Holz Stapel Pixabay
Die Stimmung in der Holzindustrie trübt sich ein. (Quelle: Pixabay)

Industrie 2020-11-03T00:00:00Z Holzindustrie befürchtet Abschwung

Die Stimmung in der deutschen Holzindustrie hat sich im Oktober leicht eingetrübt. Zuletzt verbesserte sich laut Hauptverband der Deutschen Holzindustrie die Einschätzung zur Geschäftslage, doch der Ausblick ist pessimistisch.

Wie der Hauptverband der Deutschen Holzindustrie (HDH) meldet, schlägt sich die Holzindustrie in der Corona-Krise in den meisten Teilsegmenten bisher gut: Wie schon in den Vormonaten fiel das Geschäftsklima im Oktober deutlich besser aus als im gesamten verarbeitenden Gewerbe in Deutschland. Dessen Wert blieb mit +1,6 Punkten deutlich hinter dem entsprechenden Wert von +12,5 Punkten der Holzindustrie zurück. Grund hierfür ist laut Verband insbesondere, dass die heimische Nachfrage noch intakt ist: 70 Prozent des Absatzes der Holzindustrie finden im Inland statt.

Insgesamt schätzen die Unternehmen der Holzindustrie ihre aktuelle wirtschaftliche Lage den sechsten Monat in Folge positiv ein, der Wert liegt im Oktober bei +19,8 Punkten (September: +14,1 Punkte). Die Erwartungen für die kommenden Monate fielen im Vergleich zum Vormonat (+14,8 Punkte) aber wieder negativer aus – der aktuelle Wert liegt bei +5,4 Punkten. Insgesamt sank der HDH-Konjunkturindikator im Oktober leicht auf +12,5 Punkte (Vormonat: +14,7 Punkte). Zum Vergleich: Während des Lockdown im April lag der HDH-Konjunkturindikator bei -62,3 Punkten. Der durch die erste Pandemie-Welle im Frühjahr verursachte Einbruch sei von der deutschen Holzindustrie somit weitgehend überwunden worden.

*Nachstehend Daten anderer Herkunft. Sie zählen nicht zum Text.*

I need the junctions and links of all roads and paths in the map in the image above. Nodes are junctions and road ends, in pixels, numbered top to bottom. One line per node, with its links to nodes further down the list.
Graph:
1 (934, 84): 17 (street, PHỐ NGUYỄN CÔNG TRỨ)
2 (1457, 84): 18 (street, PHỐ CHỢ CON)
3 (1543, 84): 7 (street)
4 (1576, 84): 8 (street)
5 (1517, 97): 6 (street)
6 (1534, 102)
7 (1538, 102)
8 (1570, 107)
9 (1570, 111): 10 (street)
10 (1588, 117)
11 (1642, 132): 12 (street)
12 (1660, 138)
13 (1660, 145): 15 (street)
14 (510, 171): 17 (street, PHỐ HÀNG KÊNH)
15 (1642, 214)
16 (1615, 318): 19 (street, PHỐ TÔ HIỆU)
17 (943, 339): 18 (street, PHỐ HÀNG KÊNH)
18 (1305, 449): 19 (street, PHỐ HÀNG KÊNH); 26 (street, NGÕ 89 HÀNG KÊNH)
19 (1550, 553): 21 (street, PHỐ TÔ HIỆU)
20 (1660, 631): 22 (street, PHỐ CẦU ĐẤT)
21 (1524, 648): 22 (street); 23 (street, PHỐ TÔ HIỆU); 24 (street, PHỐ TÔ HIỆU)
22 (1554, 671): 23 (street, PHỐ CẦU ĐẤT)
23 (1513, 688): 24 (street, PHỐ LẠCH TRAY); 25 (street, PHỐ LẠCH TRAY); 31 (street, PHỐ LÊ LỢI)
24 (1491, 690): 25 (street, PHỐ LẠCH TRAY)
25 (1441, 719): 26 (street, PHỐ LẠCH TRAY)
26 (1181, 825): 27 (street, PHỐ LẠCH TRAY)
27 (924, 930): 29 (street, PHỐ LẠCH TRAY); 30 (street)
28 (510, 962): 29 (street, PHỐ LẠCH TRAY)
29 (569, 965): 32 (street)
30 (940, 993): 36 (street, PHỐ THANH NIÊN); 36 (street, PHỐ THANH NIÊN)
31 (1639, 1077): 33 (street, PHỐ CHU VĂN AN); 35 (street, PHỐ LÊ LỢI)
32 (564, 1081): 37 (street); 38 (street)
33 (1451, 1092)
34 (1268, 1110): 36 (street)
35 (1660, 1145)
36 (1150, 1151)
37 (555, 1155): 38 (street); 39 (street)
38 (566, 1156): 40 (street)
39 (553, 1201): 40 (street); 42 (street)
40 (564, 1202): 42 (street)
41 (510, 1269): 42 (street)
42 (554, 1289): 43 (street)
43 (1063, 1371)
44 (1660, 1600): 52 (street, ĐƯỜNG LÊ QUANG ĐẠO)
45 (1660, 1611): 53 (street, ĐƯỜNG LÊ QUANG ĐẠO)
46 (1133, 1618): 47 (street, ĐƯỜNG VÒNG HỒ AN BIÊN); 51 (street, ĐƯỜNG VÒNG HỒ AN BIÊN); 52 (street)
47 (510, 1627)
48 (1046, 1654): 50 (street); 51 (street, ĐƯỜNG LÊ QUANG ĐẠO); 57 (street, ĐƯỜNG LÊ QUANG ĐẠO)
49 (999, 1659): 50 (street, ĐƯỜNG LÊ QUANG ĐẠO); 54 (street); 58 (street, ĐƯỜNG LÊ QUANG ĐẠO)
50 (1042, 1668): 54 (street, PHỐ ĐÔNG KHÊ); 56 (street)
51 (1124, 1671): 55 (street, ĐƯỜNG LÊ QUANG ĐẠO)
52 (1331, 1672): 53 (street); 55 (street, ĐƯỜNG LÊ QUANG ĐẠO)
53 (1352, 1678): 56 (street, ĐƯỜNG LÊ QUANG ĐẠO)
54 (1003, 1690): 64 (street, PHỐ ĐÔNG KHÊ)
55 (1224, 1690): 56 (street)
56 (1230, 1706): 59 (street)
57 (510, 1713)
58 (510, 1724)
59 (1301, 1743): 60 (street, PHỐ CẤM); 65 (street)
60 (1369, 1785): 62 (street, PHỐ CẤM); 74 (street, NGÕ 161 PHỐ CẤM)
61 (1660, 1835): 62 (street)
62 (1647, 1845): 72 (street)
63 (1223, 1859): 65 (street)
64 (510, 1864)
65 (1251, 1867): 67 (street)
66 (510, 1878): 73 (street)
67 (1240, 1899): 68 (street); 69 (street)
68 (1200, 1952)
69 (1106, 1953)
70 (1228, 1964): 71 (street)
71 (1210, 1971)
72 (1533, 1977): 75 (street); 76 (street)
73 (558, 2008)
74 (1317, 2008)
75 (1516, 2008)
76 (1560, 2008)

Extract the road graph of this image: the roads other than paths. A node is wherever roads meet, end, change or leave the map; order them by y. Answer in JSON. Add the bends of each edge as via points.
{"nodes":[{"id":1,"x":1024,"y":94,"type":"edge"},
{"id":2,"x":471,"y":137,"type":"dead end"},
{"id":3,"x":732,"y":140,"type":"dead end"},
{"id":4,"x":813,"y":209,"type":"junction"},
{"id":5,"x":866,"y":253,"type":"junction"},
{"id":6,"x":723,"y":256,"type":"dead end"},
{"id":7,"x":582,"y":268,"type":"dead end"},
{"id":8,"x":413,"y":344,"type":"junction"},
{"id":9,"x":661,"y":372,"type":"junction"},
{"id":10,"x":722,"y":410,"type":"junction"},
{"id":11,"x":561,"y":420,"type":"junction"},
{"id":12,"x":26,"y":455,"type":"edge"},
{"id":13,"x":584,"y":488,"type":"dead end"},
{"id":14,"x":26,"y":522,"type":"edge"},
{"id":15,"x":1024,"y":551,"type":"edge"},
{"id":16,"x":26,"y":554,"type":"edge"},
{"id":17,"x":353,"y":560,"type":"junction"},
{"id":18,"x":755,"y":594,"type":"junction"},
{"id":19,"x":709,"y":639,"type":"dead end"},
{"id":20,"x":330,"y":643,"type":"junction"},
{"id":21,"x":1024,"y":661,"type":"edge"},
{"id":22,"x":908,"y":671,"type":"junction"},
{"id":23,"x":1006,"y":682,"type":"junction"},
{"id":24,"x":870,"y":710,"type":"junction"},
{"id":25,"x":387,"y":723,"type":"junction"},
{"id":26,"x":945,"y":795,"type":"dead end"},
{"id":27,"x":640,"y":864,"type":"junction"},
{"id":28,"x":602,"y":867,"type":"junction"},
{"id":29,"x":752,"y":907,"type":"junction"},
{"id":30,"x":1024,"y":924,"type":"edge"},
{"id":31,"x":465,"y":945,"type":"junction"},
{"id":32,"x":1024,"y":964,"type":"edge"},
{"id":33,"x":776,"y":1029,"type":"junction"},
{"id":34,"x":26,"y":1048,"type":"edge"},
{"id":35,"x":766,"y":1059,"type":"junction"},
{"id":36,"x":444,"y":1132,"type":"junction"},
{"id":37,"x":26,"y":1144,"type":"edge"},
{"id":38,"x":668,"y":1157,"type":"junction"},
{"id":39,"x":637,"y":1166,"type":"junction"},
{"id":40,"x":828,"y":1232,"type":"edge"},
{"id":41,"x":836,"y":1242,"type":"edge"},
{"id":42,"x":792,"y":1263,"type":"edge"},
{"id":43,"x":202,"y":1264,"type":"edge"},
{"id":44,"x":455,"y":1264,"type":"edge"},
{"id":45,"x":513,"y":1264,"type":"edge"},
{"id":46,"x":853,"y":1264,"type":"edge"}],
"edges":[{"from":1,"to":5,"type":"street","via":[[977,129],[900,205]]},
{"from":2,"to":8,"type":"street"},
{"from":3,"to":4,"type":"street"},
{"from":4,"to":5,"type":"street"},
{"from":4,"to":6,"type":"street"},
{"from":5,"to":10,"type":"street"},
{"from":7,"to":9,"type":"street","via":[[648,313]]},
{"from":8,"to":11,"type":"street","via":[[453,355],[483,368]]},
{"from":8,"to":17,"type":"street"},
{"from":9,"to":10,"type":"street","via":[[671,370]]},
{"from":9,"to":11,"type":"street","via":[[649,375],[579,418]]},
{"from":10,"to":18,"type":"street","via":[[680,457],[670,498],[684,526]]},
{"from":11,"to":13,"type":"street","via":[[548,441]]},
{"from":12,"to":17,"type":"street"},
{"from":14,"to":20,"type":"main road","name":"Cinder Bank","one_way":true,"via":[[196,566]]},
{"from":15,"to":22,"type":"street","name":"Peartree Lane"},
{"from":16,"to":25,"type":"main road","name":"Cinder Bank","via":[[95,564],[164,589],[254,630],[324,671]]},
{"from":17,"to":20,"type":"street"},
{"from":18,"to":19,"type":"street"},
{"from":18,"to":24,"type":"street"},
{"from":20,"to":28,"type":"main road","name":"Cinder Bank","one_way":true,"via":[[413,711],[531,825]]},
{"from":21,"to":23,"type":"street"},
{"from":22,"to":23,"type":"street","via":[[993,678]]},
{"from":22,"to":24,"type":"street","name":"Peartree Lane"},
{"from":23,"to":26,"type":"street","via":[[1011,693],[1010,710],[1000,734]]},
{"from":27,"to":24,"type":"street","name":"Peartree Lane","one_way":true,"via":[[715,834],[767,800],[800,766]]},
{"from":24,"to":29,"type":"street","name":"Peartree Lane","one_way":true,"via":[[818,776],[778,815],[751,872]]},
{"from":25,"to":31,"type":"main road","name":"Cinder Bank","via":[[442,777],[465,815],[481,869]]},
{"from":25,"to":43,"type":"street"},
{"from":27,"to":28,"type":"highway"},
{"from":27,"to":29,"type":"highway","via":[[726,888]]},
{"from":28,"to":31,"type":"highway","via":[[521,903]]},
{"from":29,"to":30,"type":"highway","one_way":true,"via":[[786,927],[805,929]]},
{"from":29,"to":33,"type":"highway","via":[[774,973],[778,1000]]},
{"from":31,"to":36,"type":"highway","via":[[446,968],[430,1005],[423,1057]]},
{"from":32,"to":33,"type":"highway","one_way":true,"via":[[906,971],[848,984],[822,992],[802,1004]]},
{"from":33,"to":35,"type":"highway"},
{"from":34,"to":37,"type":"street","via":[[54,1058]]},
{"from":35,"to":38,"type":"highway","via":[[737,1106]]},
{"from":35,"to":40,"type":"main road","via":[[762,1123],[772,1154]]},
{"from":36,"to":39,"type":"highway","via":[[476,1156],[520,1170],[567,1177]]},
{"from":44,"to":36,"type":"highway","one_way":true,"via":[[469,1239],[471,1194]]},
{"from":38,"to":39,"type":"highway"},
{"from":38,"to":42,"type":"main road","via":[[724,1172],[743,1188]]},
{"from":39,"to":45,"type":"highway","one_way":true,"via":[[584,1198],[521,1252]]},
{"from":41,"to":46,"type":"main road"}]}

Entwicklung in den Segmenten uneinheitlich

Trotz der guten Entwicklung bleibt die Stimmungslage in den einzelnen Segmenten der Holzindustrie uneinheitlich, berichtet der Verband: Die Unternehmen in der Sägeindustrie (+45,3 Punkte), in der Holzwerkstoffindustrie (+57,9 Punkte), im baunahen Bereich der Holzindustrie (+74,5 Punkte) und insbesondere im Holzfertigbau (+90,6 Punkte) schätzen ihre aktuelle Situation als sehr positiv ein. Dagegen beurteilt die Möbelindustrie ihre aktuelle Geschäftslage (-4,1 Punkte) verhalten und die Holzverpackungsindustrie (-26,1 Punkte) deutlich negativ.

Die Erwartungen für die kommenden sechs Monate sind in den meisten Teilbranchen pessimistischer als die aktuelle Einschätzung und lassen vor dem Hintergrund der sich wieder verschärfenden Pandemie-Situation eine Verschlechterung der Lage befürchten. Einzige Ausnahme bildet noch die Holzwerkstoffindustrie: Hier erwarten die Unternehmen eine deutliche Verbesserung.